Dolar Rp 14.000 Saat Krismon Bikin Perusahaan Kolaps, Jangan Terulang Lagi

Jakarta -Bank Indonesia (BI) mendorong perusahaan-perusahaan swasta untuk menerapkan sistem hedging atau lindung nilai atas utang luar negerinya. Belajar dari pengalaman krisis moneter (krismon) 1997-1998, banyak perusahaan yang tumbang kala rupiah melemah tajam terhadap dolar Amerika Serikat (AS).

Ketika krismon, dolar AS menguat hingga mencapai Rp 14.000. Utang luar negeri swasta yang sudah tinggi semakin bertambah karena pelemahan rupiah.
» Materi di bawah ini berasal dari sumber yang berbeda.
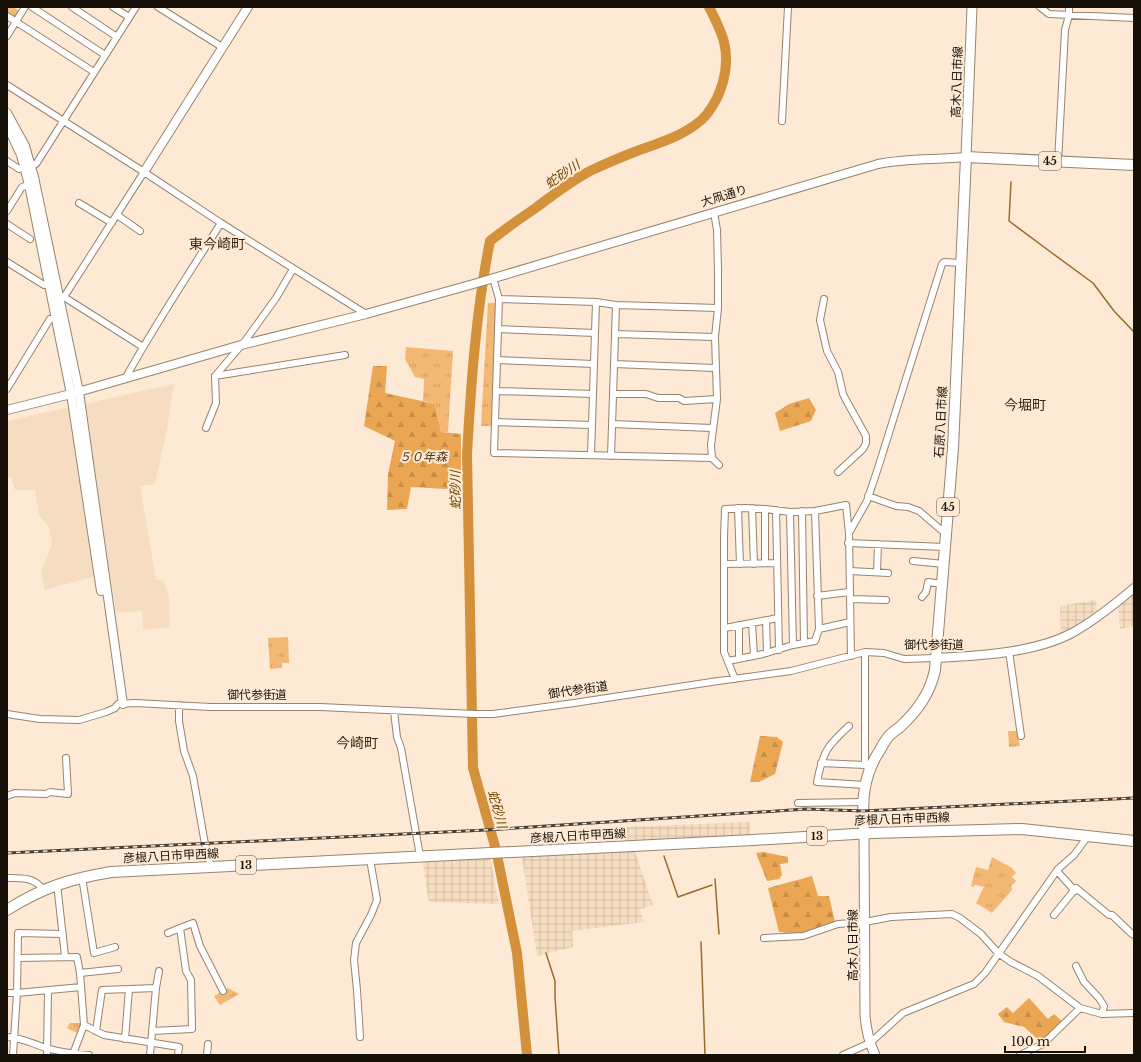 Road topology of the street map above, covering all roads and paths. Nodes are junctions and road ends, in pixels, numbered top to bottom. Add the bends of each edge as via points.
1 (32, 7) edge
2 (72, 7) edge
3 (113, 7) edge
4 (136, 7) edge
5 (158, 7) edge
6 (248, 7) edge
7 (788, 7) edge
8 (972, 7) edge
9 (1040, 7) edge
10 (1069, 7) edge
11 (22, 8) edge
12 (1069, 15) junction
13 (7, 16) edge
14 (129, 17) junction
15 (1134, 18) edge
16 (16, 22) junction
17 (7, 36) edge
18 (117, 37) junction
19 (222, 47) junction
20 (105, 55) junction
21 (94, 72) junction
22 (7, 85) edge
23 (7, 113) edge
24 (63, 121) junction
25 (782, 121) dead end
26 (7, 125) edge
27 (966, 157) junction
28 (7, 161) edge
29 (1058, 162) junction
30 (1134, 165) edge
31 (28, 166) junction
32 (144, 172) junction
33 (29, 185) junction
34 (79, 203) dead end
35 (7, 211) edge
36 (714, 212) junction
37 (117, 215) junction
38 (112, 223) junction
39 (221, 223) junction
40 (7, 224) edge
41 (140, 231) dead end
42 (30, 239) dead end
43 (7, 262) edge
44 (962, 263) junction
45 (293, 269) junction
46 (493, 278) junction
47 (49, 284) junction
48 (59, 299) junction
49 (499, 299) junction
50 (824, 299) dead end
51 (596, 302) junction
52 (616, 305) junction
53 (718, 308) junction
54 (366, 314) junction
55 (50, 319) dead end
56 (498, 329) junction
57 (595, 333) junction
58 (615, 334) junction
59 (715, 337) junction
60 (241, 345) junction
61 (143, 347) junction
62 (345, 355) dead end
63 (497, 360) junction
64 (594, 364) junction
65 (614, 364) junction
66 (715, 368) junction
67 (215, 376) junction
68 (125, 379) junction
69 (7, 389) edge
70 (496, 391) junction
71 (75, 393) junction
72 (593, 394) junction
73 (613, 394) junction
74 (716, 399) junction
75 (7, 410) edge
76 (495, 422) junction
77 (612, 424) junction
78 (592, 425) junction
79 (206, 428) dead end
80 (712, 428) junction
81 (591, 455) junction
82 (611, 456) junction
83 (712, 458) junction
84 (718, 465) dead end
85 (838, 472) dead end
86 (868, 496) junction
87 (738, 508) junction
88 (752, 508) junction
89 (765, 509) junction
90 (776, 510) junction
91 (802, 511) junction
92 (815, 511) junction
93 (790, 512) junction
94 (849, 534) junction
95 (946, 534) junction
96 (848, 543) junction
97 (878, 544) junction
98 (945, 547) junction
99 (913, 561) dead end
100 (765, 563) junction
101 (777, 563) junction
102 (724, 564) junction
103 (740, 564) junction
104 (754, 564) junction
105 (944, 564) junction
106 (850, 571) junction
107 (877, 572) junction
108 (888, 573) dead end
109 (942, 584) junction
110 (1134, 588) edge
111 (850, 595) junction
112 (817, 596) junction
113 (922, 597) dead end
114 (886, 600) dead end
115 (778, 618) junction
116 (766, 620) junction
117 (850, 622) junction
118 (752, 623) junction
119 (739, 625) junction
120 (725, 628) junction
121 (819, 629) junction
122 (804, 643) junction
123 (793, 645) junction
124 (779, 650) junction
125 (1009, 651) junction
126 (865, 652) junction
127 (766, 653) junction
128 (754, 656) junction
129 (851, 656) junction
130 (739, 658) junction
131 (935, 658) junction
132 (728, 661) junction
133 (735, 679) junction
134 (120, 704) junction
135 (179, 706) junction
136 (394, 711) junction
137 (7, 714) edge
138 (849, 726) dead end
139 (1021, 736) dead end
140 (66, 758) dead end
141 (821, 763) junction
142 (867, 767) junction
143 (865, 785) junction
144 (7, 796) edge
145 (863, 802) junction
146 (798, 803) dead end
147 (864, 833) junction
148 (1088, 836) junction
149 (1134, 841) edge
150 (420, 856) junction
151 (370, 859) junction
152 (211, 867) junction
153 (1057, 871) junction
154 (82, 877) junction
155 (7, 878) edge
156 (57, 884) junction
157 (43, 890) junction
158 (1075, 890) junction
159 (7, 910) edge
160 (1054, 915) dead end
161 (865, 922) junction
162 (180, 928) junction
163 (168, 933) dead end
164 (63, 934) junction
165 (1134, 934) edge
166 (764, 938) dead end
167 (115, 947) dead end
168 (998, 953) junction
169 (65, 956) junction
170 (18, 958) junction
171 (1076, 966) dead end
172 (118, 969) dead end
173 (159, 971) dead end
174 (80, 973) junction
175 (81, 988) junction
176 (156, 988) junction
177 (129, 989) junction
178 (223, 990) dead end
179 (48, 991) junction
180 (7, 993) edge
181 (18, 993) junction
182 (1080, 1008) junction
183 (1134, 1013) edge
184 (1102, 1014) junction
185 (84, 1025) junction
186 (96, 1030) junction
187 (152, 1031) junction
188 (7, 1037) edge
189 (14, 1037) junction
190 (360, 1037) dead end
191 (125, 1039) junction
192 (151, 1042) junction
193 (870, 1043) junction
194 (208, 1044) dead end
195 (48, 1052) edge
196 (73, 1054) junction
197 (14, 1055) edge
198 (89, 1055) edge
199 (150, 1055) edge
200 (178, 1055) edge
201 (206, 1055) edge
202 (843, 1055) edge
203 (875, 1055) edge
204 (1021, 1055) edge

1 - 20 street
2 - 18 street
3 - 14 street
4 - 14 street
5 - 19 street
6 - 19 street
7 - 25 street
8 - 27 main road, 高木八日市線
9 - 12 street via 1049,14
10 - 12 street
11 - 16 street
12 - 15 street
12 - 29 street via 1065,30
13 - 16 street
14 - 18 street
16 - 17 street
16 - 21 street
18 - 20 street
19 - 32 street
20 - 21 street
21 - 24 street
22 - 24 street
23 - 31 street via 25,146
24 - 31 street via 36,164
24 - 32 street
26 - 31 street
27 - 29 main road, 45
27 - 36 street, 大凧通り via 878,164
27 - 44 main road, 石原八日市線 / 45
28 - 31 street via 19,169
29 - 30 main road, 45
31 - 33 street
31 - 48 street via 34,177
32 - 37 street
32 - 39 street
33 - 35 street via 22,187
33 - 47 street
34 - 38 street
36 - 46 street, 大凧通り
36 - 53 street via 718,243
37 - 38 street
37 - 41 street
38 - 48 street
39 - 45 street
39 - 61 street
40 - 42 street
43 - 47 street via 44,285
44 - 86 street via 942,264
44 - 95 main road, 石原八日市線 / 45
45 - 54 street
45 - 60 street via 276,298
46 - 49 street
46 - 54 street, 大凧通り
47 - 48 street
48 - 61 street
48 - 71 street
49 - 51 street
49 - 56 street
50 - 85 street via 820,320 827,351 838,372 843,394 866,436 863,449
51 - 52 street
51 - 57 street
52 - 53 street
52 - 58 street
53 - 59 street
54 - 60 street, 大凧通り
55 - 69 street
56 - 57 street
56 - 63 street
57 - 64 street
58 - 59 street
58 - 65 street
59 - 66 street
60 - 67 street
60 - 68 street, 大凧通り
61 - 68 street
62 - 67 street
63 - 64 street
63 - 70 street
64 - 72 street
65 - 66 street
65 - 73 street
66 - 74 street
67 - 79 street via 216,403
68 - 71 street, 大凧通り
70 - 72 street
70 - 76 street
71 - 75 street, 大凧通り
71 - 134 street
72 - 78 street
73 - 74 street via 646,394 658,398 679,398 684,401
73 - 77 street
74 - 80 street
76 - 78 street
76 - 81 street via 494,453
77 - 80 street
77 - 82 street
78 - 81 street
80 - 83 street
81 - 82 street
82 - 83 street
83 - 84 street
86 - 94 street
86 - 95 street via 919,511
87 - 88 street
87 - 102 street via 725,509
87 - 103 street
88 - 89 street
88 - 104 street
89 - 90 street
89 - 100 street
90 - 93 street
90 - 101 street
91 - 92 street
91 - 93 street
91 - 122 street
92 - 94 street via 846,505
92 - 112 street
93 - 123 street
94 - 96 street
95 - 98 main road, 石原八日市線 / 45
96 - 97 street
96 - 106 street
97 - 98 street
97 - 107 street
98 - 105 main road, 石原八日市線 / 45
99 - 105 street
100 - 101 street
100 - 104 street
101 - 115 street
102 - 103 street
102 - 120 street
103 - 104 street
105 - 109 main road, 石原八日市線 / 45
106 - 107 street
106 - 111 street
107 - 108 street
109 - 113 street via 928,582
109 - 131 main road, 石原八日市線 / 45
110 - 125 street, 御代参街道 via 1071,633 1041,645
111 - 112 street
111 - 114 street
111 - 117 street
112 - 121 street
115 - 116 street
115 - 124 street
116 - 118 street
116 - 127 street
117 - 121 street
117 - 129 street
118 - 119 street
118 - 128 street
119 - 120 street
119 - 130 street
120 - 132 street via 724,652
121 - 122 street via 815,641
122 - 123 street
123 - 124 street
124 - 127 street
125 - 131 street, 御代参街道 via 970,657
125 - 139 street
126 - 129 street, 御代参街道
126 - 131 street, 御代参街道 via 884,653 904,659
126 - 142 street
127 - 128 street
128 - 130 street
129 - 133 street, 御代参街道 via 791,671
130 - 132 street
131 - 142 main road, 石原八日市線 / 45 via 932,682 925,699 911,716 888,736
132 - 133 street
133 - 136 street, 御代参街道 via 493,714
134 - 135 street, 御代参街道 via 135,702
134 - 137 street, 御代参街道 via 106,712 79,720 40,719
135 - 136 street, 御代参街道 via 320,707
135 - 152 street via 184,751 193,776
136 - 150 street
138 - 141 street via 825,751
140 - 144 street via 68,794 15,793
141 - 142 street
141 - 143 street via 817,782
142 - 143 main road, 石原八日市線 / 45
143 - 145 main road, 石原八日市線 / 45
145 - 146 street
145 - 147 main road, 石原八日市線 / 45
147 - 148 main road, 彦根八日市甲西線 / 13 via 1022,828
147 - 150 main road, 彦根八日市甲西線 / 13
147 - 161 main road, 高木八日市線
148 - 149 main road, 彦根八日市甲西線 / 13
148 - 153 street via 1074,855
150 - 151 main road, 彦根八日市甲西線 / 13
151 - 152 main road, 彦根八日市甲西線 / 13
151 - 190 street via 377,900 356,943 354,960
152 - 154 main road, 彦根八日市甲西線 / 13 via 111,872
153 - 158 street
153 - 168 street
154 - 156 main road, 彦根八日市甲西線 / 13
154 - 167 street via 94,953
155 - 157 street via 31,880 39,884
156 - 157 main road, 彦根八日市甲西線 / 13
156 - 164 street
157 - 159 main road, 彦根八日市甲西線 / 13
158 - 160 street
158 - 165 street via 1076,888
161 - 166 street via 838,924 803,936
161 - 168 street via 891,917 952,914 981,934
161 - 193 main road, 高木八日市線 via 864,1002
162 - 163 street
162 - 178 street via 193,923 200,946
162 - 187 street via 186,971 191,980 192,1029
164 - 169 street
164 - 170 street via 18,933
168 - 182 street via 1038,976
168 - 193 street via 974,984 903,1013
169 - 170 street
169 - 174 street via 77,957
170 - 181 street
171 - 184 street via 1084,982 1104,1006
172 - 174 street
173 - 176 street
174 - 175 street
175 - 179 street
175 - 185 street
176 - 177 street
176 - 187 street
177 - 186 street via 102,990
177 - 191 street
179 - 181 street
179 - 195 street
180 - 181 street
181 - 189 street
182 - 184 street
182 - 204 street via 1043,1044
183 - 184 street
185 - 186 street
185 - 196 street
186 - 191 street via 104,1035
187 - 192 street
188 - 189 street
189 - 195 street
189 - 197 street
191 - 192 street
192 - 199 street
192 - 200 street via 179,1047
193 - 202 street
193 - 203 main road, 高木八日市線
194 - 201 street
195 - 196 street
196 - 198 street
Akibatnya, tidak sedikit perusahaan yang bangkrut.


"Tahun 1997-1998, rupiah melemah hingga Rp 14.000/US$. Banyak perusahaan kolaps karena mereka banyak utang luar negeri tapi nggak di hedge," kata Deputi Task Force Financial Bank Indonesia (BII Nanang Hendarsyah dalam paparan media di gedung BI, Jakarta, Kamis (29/1/2015).


Lindung nilai yang dimaksud adalah kontrak yang mematok kurs rupiah terhadap mata uang negara lain dalam besaran dan waktu tertentu. Dengan begitu, perusahaan terhindar dari risiko fluktuasi nilai tukar. Ini mirip dengan biaya premi asuransi.


Saat ini, Nanang menyebutkan, utang luar negeri perusahaan swasta terus meningkat. Sementara porsi lindung nilainya masih minim, hanya 13%.


"Uang luar negeri swasta jauh lebih tinggi dari 2008. Hanya 13% utang luar negeri swasta yang di-hedge. Banyak risiko karena missmatch currencies," katanya.


Apalagi, tambah Nanang, bukan tidak mungkin ke depan nilai tukar rupiah kembali melemah. Penyebabnya adalah kenaikan suku bunga di AS, yang membuat mata uang Negeri Paman Sam akan menguat dibandingkan mata uang lainnya, termasuk rupiah.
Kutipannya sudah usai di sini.